The Archdeacon of Cleveland, the Ven Dr Amanda Bloor, writes:

Recalibrating our Lives

Every year, as we enter Lent, I promise myself that I’m not going to get caught up in the race to prove how good a Christian I am by giving up something.

The question, ‘what are you giving up for Lent?’ can often lead to pressure to go on a diet, cut out some (admittedly unnecessary) food groups such as chocolate or alcohol, and feel better about ourselves by losing a few pounds. And every year, when I hear that question, I try to ask myself why I would be doing this. If the answer is, to prove that I have more willpower than others around me, then it’s a pretty self-centred action. Even though a bit of prodding to follow a more healthy lifestyle is probably a good reminder for most of us.

The age-old practice of prayer and fasting throughout Lent is intended to do two things: to encourage the individual to consciously draw closer to God, and to sweep away distractions that get in the way. By eating more simply, we learn to acknowledge what we have; by setting aside the things we don’t need, we focus on God rather than our more selfish desires. It’s a sort of mental recalibration and something that’s often important after the feasting and celebration of Christmas. And of course, at the end of Lent, after the solemnity and sorrow of Holy Week, we’ll feast again as we celebrate Christ’s victory over death.

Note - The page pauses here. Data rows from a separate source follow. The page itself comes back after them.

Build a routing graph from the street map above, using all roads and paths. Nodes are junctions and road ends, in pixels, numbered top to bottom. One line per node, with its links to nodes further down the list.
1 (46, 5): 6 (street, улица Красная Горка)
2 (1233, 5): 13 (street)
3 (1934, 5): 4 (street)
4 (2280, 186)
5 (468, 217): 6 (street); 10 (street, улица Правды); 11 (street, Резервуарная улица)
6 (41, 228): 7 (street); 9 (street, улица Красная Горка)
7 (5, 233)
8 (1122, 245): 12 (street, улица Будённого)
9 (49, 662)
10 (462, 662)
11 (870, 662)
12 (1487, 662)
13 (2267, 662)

Yet I know from visits to food banks, refugee welcome centres and community shops around my archdeaconry that food, for many, is not a commodity to be given up at will. For far too many, hunger is an ever-present reality. When I see church groups reaching out to the needy in their communities, offering food, welcome, support and hospitality, then I see love in action. I think of Jesus sharing food and company with those who came to him, regardless of their back story, and how he described a place being made ready in heaven for those who did the same.

“Come, you that are blessed by my Father, inherit the kingdom prepared for you from the foundation of the world; for I was hungry and you gave me food, I was thirsty and you gave me something to drink, I was a stranger and you welcomed me.”

Perhaps, as we work through Lent, we could all pray to follow his example.